Greta não está sozinha em Casa

| 26 Set 19

Greta Thunberg no seu discurso perante a Cimeira do Clima na ONU, numa foto captada da imagem vídeo.

 

Onde os vemos? Nas primaveras, em contestação nas ruas, nos novos movimentos desinstitucionalizados de protesto – anticapitalista, antiglobalização, anticorrupção, antiviolência, anti… –, nas greves estudantis, nas lutas contra a discriminação e as desigualdades, na vivência ou procura de uma liberdade que quebra velhos (pre)conceitos, a dar voz à emergência climática, nas opções alimentares, na generosidade do voluntariado…

Paternalista, a geração estabelecida continua a relativizar a geração que desperta, perdeu a iniciativa mas não aceita que quem lhe sucede grite e desponte na reconstrução de valores e causas.

É um hábito comparar a experiência de uma juventude passada à juventude presente, mas neste exercício prevalece uma cegueira de soberba. “Eles sabem lá, no meu tempo nem havia telemóveis.” Não pode retirar-se a circunstância dessa comparação.

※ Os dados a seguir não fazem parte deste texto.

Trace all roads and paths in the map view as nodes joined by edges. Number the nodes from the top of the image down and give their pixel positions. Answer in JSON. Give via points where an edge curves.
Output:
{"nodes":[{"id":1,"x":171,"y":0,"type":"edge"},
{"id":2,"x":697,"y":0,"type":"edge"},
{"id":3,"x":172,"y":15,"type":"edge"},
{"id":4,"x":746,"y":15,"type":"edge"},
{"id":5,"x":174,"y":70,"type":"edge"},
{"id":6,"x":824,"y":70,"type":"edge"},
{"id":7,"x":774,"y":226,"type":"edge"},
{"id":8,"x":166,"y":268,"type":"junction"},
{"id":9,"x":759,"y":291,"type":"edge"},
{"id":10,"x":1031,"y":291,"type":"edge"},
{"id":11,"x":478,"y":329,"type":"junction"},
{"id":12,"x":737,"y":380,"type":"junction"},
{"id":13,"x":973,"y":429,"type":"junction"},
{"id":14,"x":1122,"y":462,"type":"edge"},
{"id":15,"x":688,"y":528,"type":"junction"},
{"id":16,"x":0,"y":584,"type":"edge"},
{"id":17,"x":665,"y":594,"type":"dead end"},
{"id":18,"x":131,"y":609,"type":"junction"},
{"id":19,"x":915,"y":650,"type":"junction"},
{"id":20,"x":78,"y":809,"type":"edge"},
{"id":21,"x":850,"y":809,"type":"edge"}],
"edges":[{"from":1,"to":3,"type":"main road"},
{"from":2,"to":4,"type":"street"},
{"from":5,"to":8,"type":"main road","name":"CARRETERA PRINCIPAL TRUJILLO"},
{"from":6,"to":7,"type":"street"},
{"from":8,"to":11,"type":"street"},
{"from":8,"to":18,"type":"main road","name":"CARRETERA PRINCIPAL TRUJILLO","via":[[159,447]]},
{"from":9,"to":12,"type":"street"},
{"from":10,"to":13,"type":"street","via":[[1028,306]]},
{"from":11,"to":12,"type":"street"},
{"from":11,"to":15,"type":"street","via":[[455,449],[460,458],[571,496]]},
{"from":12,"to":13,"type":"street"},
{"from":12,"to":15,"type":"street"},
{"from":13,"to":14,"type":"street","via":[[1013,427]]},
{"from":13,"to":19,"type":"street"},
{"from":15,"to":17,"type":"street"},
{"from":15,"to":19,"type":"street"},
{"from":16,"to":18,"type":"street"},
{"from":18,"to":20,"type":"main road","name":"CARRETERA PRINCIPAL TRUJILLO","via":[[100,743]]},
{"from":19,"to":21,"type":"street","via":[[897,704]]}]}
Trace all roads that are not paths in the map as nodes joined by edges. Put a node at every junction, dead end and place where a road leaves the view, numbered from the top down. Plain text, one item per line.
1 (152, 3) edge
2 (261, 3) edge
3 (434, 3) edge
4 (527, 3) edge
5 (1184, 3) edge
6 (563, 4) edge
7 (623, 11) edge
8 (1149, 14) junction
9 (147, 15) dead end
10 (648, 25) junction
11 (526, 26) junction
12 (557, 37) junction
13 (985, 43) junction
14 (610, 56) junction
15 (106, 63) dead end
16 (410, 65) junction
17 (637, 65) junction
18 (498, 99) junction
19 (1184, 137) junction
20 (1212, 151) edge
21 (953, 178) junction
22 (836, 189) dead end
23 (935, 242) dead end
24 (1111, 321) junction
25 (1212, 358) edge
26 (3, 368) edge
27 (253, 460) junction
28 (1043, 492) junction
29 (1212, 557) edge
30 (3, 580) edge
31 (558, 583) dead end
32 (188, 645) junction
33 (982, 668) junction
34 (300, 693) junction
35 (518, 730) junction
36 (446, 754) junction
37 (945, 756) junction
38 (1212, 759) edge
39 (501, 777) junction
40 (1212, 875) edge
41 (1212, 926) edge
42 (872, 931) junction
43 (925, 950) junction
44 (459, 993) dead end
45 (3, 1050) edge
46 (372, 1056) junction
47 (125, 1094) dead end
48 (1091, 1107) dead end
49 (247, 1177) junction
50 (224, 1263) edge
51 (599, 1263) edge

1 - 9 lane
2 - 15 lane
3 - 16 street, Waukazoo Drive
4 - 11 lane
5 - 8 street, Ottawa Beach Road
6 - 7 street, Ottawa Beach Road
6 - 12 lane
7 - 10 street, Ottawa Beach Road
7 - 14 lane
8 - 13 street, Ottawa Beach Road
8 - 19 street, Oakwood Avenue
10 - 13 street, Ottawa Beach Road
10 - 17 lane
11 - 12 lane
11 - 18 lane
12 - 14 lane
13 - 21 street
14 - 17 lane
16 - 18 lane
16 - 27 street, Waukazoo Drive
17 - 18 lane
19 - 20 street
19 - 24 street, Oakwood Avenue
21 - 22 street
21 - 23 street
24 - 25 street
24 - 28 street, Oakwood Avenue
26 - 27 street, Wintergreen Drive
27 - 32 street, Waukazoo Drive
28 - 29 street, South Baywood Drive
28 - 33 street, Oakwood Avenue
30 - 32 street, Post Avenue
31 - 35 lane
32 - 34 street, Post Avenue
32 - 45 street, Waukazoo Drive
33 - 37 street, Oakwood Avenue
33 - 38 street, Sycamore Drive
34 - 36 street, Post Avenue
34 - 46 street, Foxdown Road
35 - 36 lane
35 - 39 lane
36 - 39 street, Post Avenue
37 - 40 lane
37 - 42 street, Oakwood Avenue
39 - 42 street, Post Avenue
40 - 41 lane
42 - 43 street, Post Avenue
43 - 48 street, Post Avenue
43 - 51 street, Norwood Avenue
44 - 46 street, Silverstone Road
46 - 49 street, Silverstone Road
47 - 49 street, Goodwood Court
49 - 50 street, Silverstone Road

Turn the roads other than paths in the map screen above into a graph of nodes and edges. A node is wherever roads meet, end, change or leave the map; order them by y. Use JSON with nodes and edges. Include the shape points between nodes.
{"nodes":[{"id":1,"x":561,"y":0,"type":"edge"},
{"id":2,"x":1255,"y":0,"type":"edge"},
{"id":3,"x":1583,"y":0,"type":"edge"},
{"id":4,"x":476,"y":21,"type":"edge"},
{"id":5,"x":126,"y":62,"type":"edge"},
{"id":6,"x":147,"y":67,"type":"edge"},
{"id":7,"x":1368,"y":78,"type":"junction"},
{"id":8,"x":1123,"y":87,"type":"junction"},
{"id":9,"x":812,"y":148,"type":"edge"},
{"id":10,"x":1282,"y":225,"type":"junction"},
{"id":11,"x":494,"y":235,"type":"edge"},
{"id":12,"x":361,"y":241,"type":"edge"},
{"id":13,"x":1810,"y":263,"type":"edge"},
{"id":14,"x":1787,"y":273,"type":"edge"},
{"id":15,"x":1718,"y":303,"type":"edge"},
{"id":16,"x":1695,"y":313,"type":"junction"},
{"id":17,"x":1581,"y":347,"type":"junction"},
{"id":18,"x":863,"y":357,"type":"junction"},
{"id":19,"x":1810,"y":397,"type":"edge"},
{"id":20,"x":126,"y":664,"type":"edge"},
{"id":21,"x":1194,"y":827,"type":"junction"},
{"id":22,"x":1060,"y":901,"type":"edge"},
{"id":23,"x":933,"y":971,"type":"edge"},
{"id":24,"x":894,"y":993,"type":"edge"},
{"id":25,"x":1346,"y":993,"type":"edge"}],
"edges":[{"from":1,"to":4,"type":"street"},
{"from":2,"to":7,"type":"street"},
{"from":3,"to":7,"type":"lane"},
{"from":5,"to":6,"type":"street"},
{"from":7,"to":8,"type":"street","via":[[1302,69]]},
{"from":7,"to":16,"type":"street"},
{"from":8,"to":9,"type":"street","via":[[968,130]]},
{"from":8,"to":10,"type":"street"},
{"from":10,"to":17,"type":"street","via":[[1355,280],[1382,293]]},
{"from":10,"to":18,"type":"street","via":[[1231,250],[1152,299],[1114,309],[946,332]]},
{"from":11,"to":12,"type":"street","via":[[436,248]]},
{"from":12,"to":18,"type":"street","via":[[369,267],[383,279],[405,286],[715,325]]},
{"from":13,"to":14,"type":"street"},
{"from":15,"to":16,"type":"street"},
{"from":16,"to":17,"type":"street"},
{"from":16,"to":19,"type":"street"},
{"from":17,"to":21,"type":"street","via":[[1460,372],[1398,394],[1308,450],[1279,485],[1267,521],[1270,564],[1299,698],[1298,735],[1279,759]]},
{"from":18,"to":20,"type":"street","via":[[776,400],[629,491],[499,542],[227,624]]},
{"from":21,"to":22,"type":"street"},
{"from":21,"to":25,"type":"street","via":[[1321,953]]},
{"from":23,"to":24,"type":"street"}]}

Entre os “veteranos” e os “Z”, a sociologia ensaia novas teorias geracionais e parte de uma verificação: com a tecnologia, adaptada à educação ou revolucionária dos modelos relacionais, nunca a humanidade teve tanto mundo e tanto acesso.

Greta Thunberg não está sozinha e, como tantos outros miúdos que querem mudar o mundo – Malala Yousafzai, Emma González, Luisa Neubauer, Jack Andraka, Amila George, Genesis Butler… incomparáveis no contexto e na cultura, semelhantes na vontade –, denuncia o paradoxo: conhecemos mais, sabemos como fazer, mas manifestamos uma chocante ineficácia política para resolver ou, pelo menos, tentar. Este ativismo juvenil cresce e cria, temos de o admitir, dinâmicas de organização que deixam a generosidade e a ingenuidade mais susceptíveis. Mas quem se fixa apenas nesta consequência perde o foco.

Numa mensagem à Cimeira do Clima, onde a raiva da jovem ativista sueca, com síndrome de Asperger, contrastou com a indiferença dos destinatários, Francisco voltou a pressionar a ferida. O Papa que deu ao mundo a encíclica Laudato Si – documento que será referência, quando, já tarde, se relerem sinais e reflexões que a governança desvalorizou – é já um pivô na defesa da Casa Comum. Num vídeo de cinco minutos, sintonizou-se pragmaticamente com o inevitável: “O futuro é deles [gerações futuras], não é nosso!”

A (im)paciência das novas gerações ativistas é proporcional à natural capacidade de sonhar, de atalhar caminhos e não aceitar fracassadas formas de ser e de estar. Alguns não conhecem o passado de lutas e conquistas dos direitos universais, mas todos vivem intensamente o hoje, com as contingências e perplexidades do presente. Sentem-se vítimas de modelos de desenvolvimento assentes na exploração dos recursos naturais, que exaltam o supérfluo e a ganância consumista.

Aos 82 anos, Bergoglio mantém o otimismo – “a janela de oportunidade está ainda aberta, ainda vamos a tempo” –, mas partilha a irreverência das novas gerações ativistas. Também ele revela impaciência quando questiona “se há uma verdadeira vontade política para destinar maiores recursos humanos, financeiros e tecnológicos para mitigar os efeitos negativos da mudança climática e ajudar as populações mais pobres e vulneráveis”.

Não é desejável uma fratura geracional, nem se avista esse risco, mas é perigoso e injusto menosprezar a adesão das novas gerações à causa planetária, remetendo o fenómeno para o mero painel da caricatura mediática. Na era das redes fluídas, há muitas e perigosas seduções, disfarçadas de caminho alternativo…

Sim, sinto o murro no estômago dado por Greta. Sim, acredito na geração que protesta. Sim, compreendo as suas frustrações. Sim, têm razão para denunciar e agir. Atrevam-se. Como diz o Papa, há uma “multiplicidade de soluções que estão ao alcance de todos, se adoptarmos a nível pessoal e social um estilo de vida que encarne a honestidade, a valentia e responsabilidade.”